A lo largo de su vida Willy poseyó infinidad de equipos de trabajo, entre los que destacaban vehículos Ford modelo “A”, y modelo “T”, doble tracción cuando los hubo, entre estos un troque de plataforma que se popularizó por el nombre con el que Willy lo bautizó: “El seis ruedas”; y es que a los troques los rancheros les quitaban las dos llantas traseras de afuera, sin embargo Willy no, así que en los angostos y hondos caminos, “El seis ruedas”, viajaba por arriba del bordo, de tal manera que todo mundo sabia que por ahí había pasado Willy Cochran”.

Su primer vehiculo fue un Ford de 1904, y el ultimo fue un jeep modelo CJ2A, Willis Overland 1947, que compró en Estados Unidos en 600 dólares de contado, y era ultimo modelo, el cual conservó durante 25 años, hasta 1972, año en que se lo obsequió a su nieto Jorge Badillo Cochran.

En una ocasión en uno de sus viajes, se le desvíelo el jeep, así que en pleno monte armó su “taller”, sacó el motor, le quito el pistón y la biela dañada, canceló con madera y lodo el cilindro, lo volvió a armar, y viajó hasta Ensenada en tres pistones.

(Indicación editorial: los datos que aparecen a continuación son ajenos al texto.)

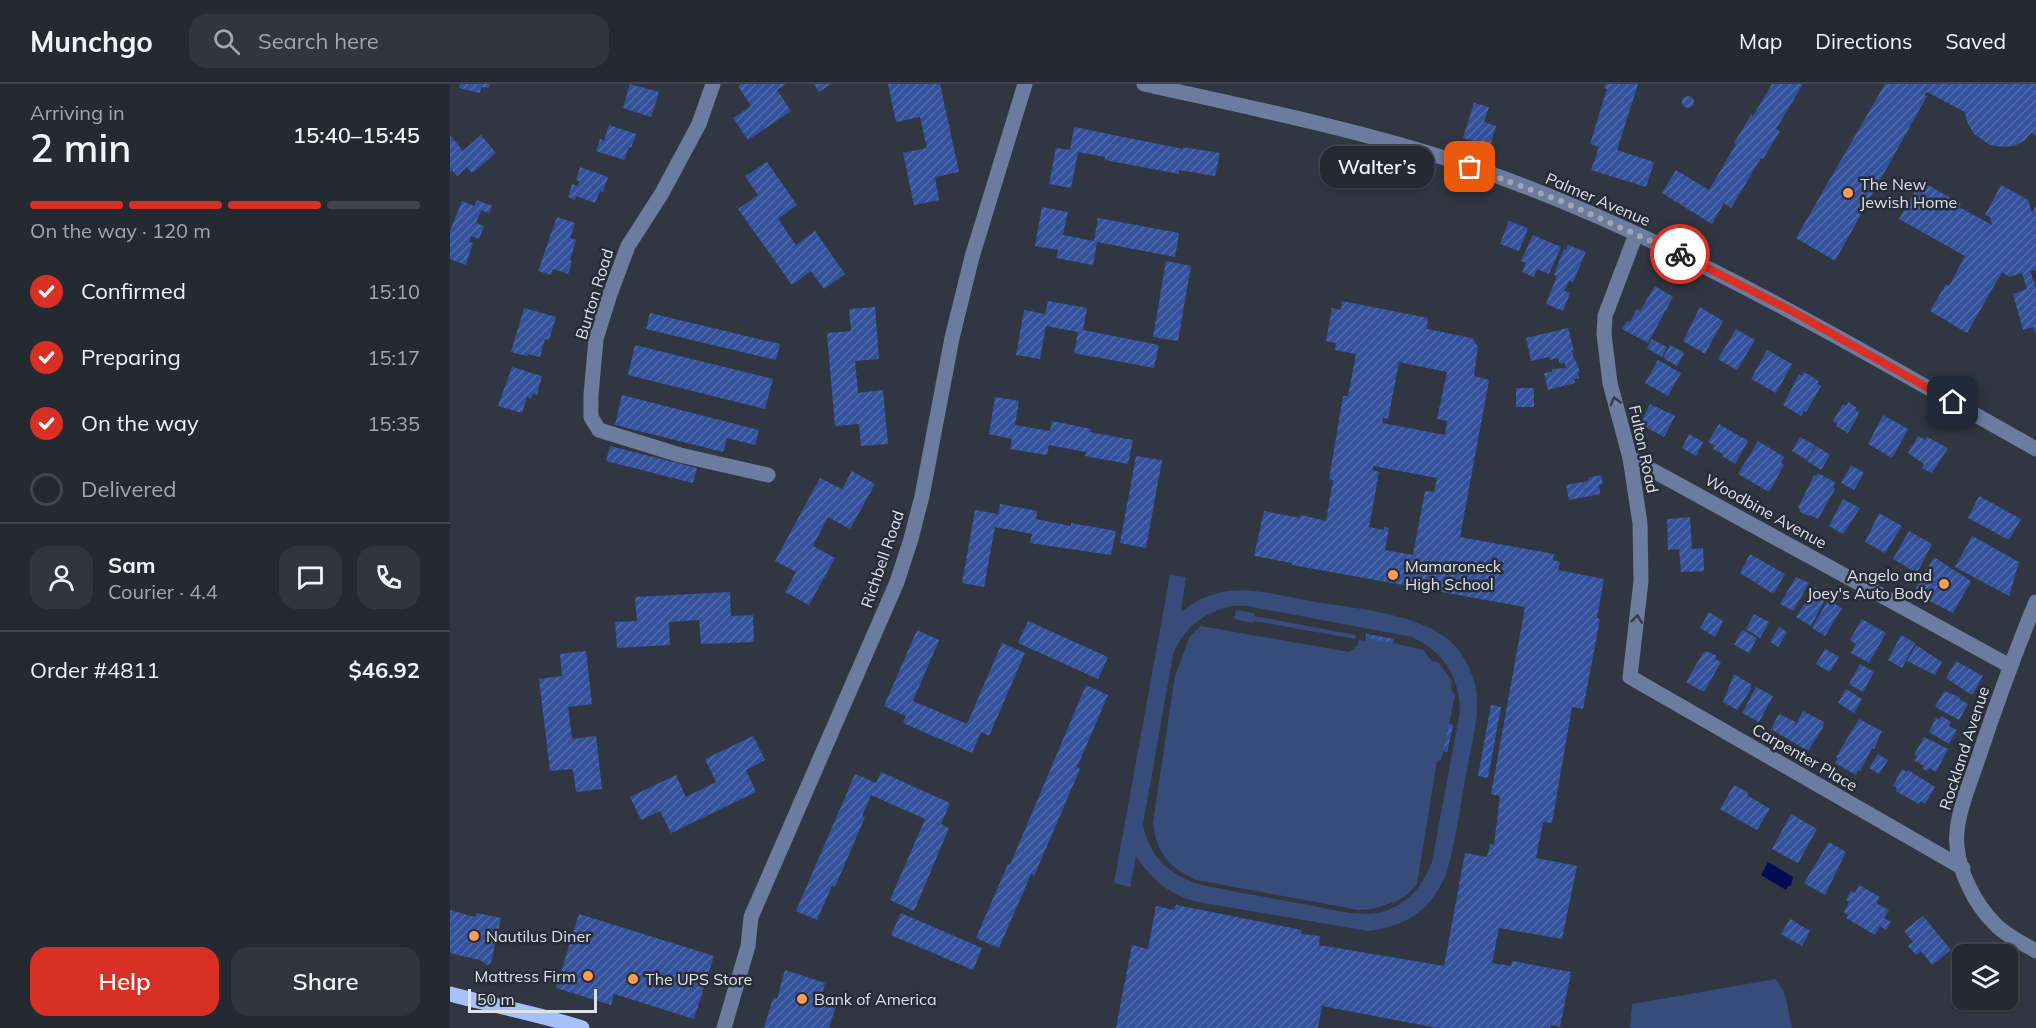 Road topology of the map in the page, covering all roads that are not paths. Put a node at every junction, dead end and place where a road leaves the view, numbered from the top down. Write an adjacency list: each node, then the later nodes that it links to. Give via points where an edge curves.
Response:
1 (713, 84): 7 (street, Burton Road, via 699,124 628,246 610,294 596,339 591,417 599,430 680,455)
2 (1025, 84): 15 (street, Richbell Road, via 972,256 912,539 897,582 751,917 748,946)
3 (1144, 84): 4 (street, Palmer Avenue, via 1380,139 1452,160)
4 (1636, 234): 5 (street, Palmer Avenue, via 1772,301); 6 (street, Fulton Road, one-way to 4, via 1610,383 1604,334 1605,316)
5 (2036, 449)
6 (1630, 458): 9 (street, Woodbine Avenue); 10 (street, Fulton Road, one-way to 6, via 1641,581 1640,523)
7 (768, 475)
8 (2036, 602): 9 (street, Rockland Avenue)
9 (2010, 666): 11 (street, Rockland Avenue, via 1957,829)
10 (1630, 677): 11 (street, Carpenter Place)
11 (1963, 868): 12 (street, Rockland Avenue, via 1981,908 1995,925)
12 (2036, 951)
13 (450, 994): 14 (main road)
14 (582, 1028)
15 (724, 1028)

En Otro de sus viajes, se le quebró de tajo el mazo de las muelles del frente del jeep, lo levantó, y en su lugar colocó el tronco de un datilillo, también conocido como yuca, planta del desierto parecida a una palma silvestre; y con esta reparación, viajó a lo largo de unos cuatrocientos kilómetros, sin ningún contratiempo.

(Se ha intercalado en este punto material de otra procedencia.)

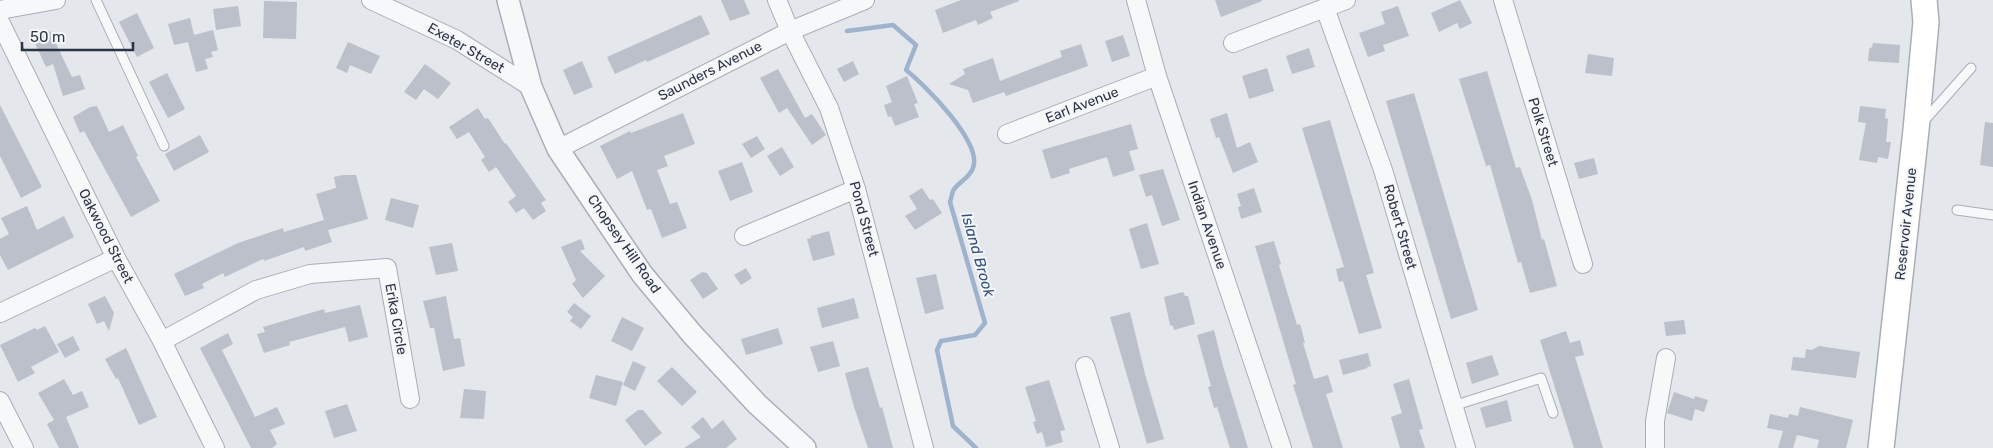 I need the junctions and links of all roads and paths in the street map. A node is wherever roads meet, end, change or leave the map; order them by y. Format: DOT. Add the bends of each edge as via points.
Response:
graph roads {
  1 [pos="56,0"];
  2 [pos="96,0"];
  3 [pos="371,0"];
  4 [pos="508,0"];
  5 [pos="777,0"];
  6 [pos="865,0"];
  7 [pos="1136,0"];
  8 [pos="1346,0"];
  9 [pos="1502,0"];
  10 [pos="1924,0"];
  11 [pos="1325,8"];
  12 [pos="0,10"];
  13 [pos="0,22"];
  14 [pos="790,31"];
  15 [pos="1233,43"];
  16 [pos="1971,68"];
  17 [pos="1156,76"];
  18 [pos="531,87"];
  19 [pos="1916,130"];
  20 [pos="1007,134"];
  21 [pos="164,146"];
  22 [pos="558,149"];
  23 [pos="856,189"];
  24 [pos="1957,210"];
  25 [pos="1993,215"];
  26 [pos="744,236"];
  27 [pos="116,258"];
  28 [pos="1583,264"];
  29 [pos="0,313"];
  30 [pos="162,341"];
  31 [pos="1666,358"];
  32 [pos="1085,366"];
  33 [pos="410,399"];
  34 [pos="0,401"];
  35 [pos="1453,406"];
  36 [pos="1553,413"];
  37 [pos="24,448"];
  38 [pos="215,448"];
  39 [pos="805,448"];
  40 [pos="924,448"];
  41 [pos="1110,448"];
  42 [pos="1282,448"];
  43 [pos="1466,448"];
  44 [pos="1655,448"];
  45 [pos="1880,448"];
  1 -- 12 [label="street"];
  2 -- 21 [label="lane"];
  3 -- 18 [label="street, Exeter Street" via="457,40"];
  4 -- 18 [label="street, Chopsey Hill Road"];
  5 -- 14 [label="street, Pond Street"];
  6 -- 14 [label="street, Saunders Avenue"];
  7 -- 17 [label="street, Indian Avenue"];
  8 -- 11 [label="street"];
  9 -- 28 [label="street, Polk Street"];
  10 -- 19 [label="main road, Reservoir Avenue" via="1926,22"];
  11 -- 15 [label="street"];
  11 -- 35 [label="street, Robert Street" via="1383,170"];
  13 -- 27 [label="street, Oakwood Street"];
  14 -- 22 [label="street, Saunders Avenue"];
  14 -- 23 [label="street, Pond Street" via="829,108"];
  16 -- 19 [label="lane"];
  17 -- 20 [label="street, Earl Avenue"];
  17 -- 42 [label="street, Indian Avenue"];
  18 -- 22 [label="street, Chopsey Hill Road"];
  19 -- 45 [label="main road, Reservoir Avenue"];
  22 -- 39 [label="street, Chopsey Hill Road" via="642,274 744,390"];
  23 -- 26 [label="street"];
  23 -- 40 [label="street, Pond Street"];
  24 -- 25 [label="lane"];
  27 -- 29 [label="street"];
  27 -- 30 [label="street, Oakwood Street"];
  30 -- 33 [label="street, Erika Circle" via="256,290 310,274 387,268"];
  30 -- 38 [label="street, Oakwood Street"];
  31 -- 44 [label="street" via="1655,421"];
  32 -- 41 [label="street"];
  34 -- 37 [label="street"];
  35 -- 36 [label="lane" via="1541,378"];
  35 -- 43 [label="street, Robert Street"];
}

En el banco de cemento natural de San Vicente Ferrer, mientras inspeccionaba la zona a bordo del jeep, este dio de vueltas colina abajo, hasta detenerse al pie de aquel cerro, y como aun estaba andando el motor, y había quedado con sus cuatro llantas en tierra firme, metió cambio y la doble, subiendo el cerro de regreso.

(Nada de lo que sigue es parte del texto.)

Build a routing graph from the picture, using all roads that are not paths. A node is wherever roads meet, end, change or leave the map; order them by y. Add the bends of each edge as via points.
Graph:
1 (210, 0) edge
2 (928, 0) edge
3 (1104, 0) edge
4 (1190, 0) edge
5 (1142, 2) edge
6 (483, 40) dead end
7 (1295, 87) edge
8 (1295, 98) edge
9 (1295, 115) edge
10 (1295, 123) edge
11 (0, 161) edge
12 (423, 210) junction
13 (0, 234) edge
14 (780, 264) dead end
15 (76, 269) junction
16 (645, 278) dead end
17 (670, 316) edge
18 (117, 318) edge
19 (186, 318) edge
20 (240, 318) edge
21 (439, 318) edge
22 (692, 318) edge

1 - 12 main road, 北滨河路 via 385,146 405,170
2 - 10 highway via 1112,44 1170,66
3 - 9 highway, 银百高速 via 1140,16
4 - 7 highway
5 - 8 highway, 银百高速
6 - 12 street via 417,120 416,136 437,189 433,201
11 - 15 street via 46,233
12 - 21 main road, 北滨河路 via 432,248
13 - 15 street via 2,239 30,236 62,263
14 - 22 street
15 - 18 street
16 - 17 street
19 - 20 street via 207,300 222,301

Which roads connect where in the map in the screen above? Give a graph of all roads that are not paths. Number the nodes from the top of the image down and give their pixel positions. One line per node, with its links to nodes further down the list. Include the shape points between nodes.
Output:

Acostumbraba Willy llevar consigo grandes cantidades de dulces, canicas, trompos, y muñecas en sus viajes por el desierto central, por el solo gusto de obsequiárselos a los niños en los ranchos. Mientras que a los niños les regalaba dulces duros, a las niñas les obsequiaba dulces blandos. Lo alentaba en mucho escuchar el crujir de los dulces duros, bajos los dientes de los chicos, y verlos con las bolsas llenas de canicas, y los pantalones rotos de las rodillas a causa del juego.

Natividad García Marrón, fue la hermana mayor de mi abuela paterna María Visitación, siendo esta la razón por la que ellas hablaron para que yo viviera en casa de Naty y Willy en Ensenada, mientras cursara mis estudios de secundaria y preparatoria, como así fue.

En 1973, un grupo de preparatorianos, dentro de los que me encontraba, formamos un club de “jeeperos”, contábamos con quince pedazos de jeeps; desde luego que fue por la influencia del tío Willy, y de su compadre y amigo Francisco Núñez Cota: Entre los “jeeperos” llamábamos afectuosamente al hito Willy: “Don Jeepo”, y a Francisco Núñez Cota: “Panchito”, o “Chatito”.

A raíz de aquel viaje, y de aquellas platicas con el tío Willy y el tío Henry, en 1972, de El Rosario a Ensenada, surgió mi interés, contando con catorce años de edad, en visitar a José del Carmen Loya Espinoza: “Nico Loya”, quien entonces era de ochenta años de edad, e iniciar con los apuntes que a la postre se convirtieron en 1992, en mi primer libro, llamado “LOS ROSAREÑOS”.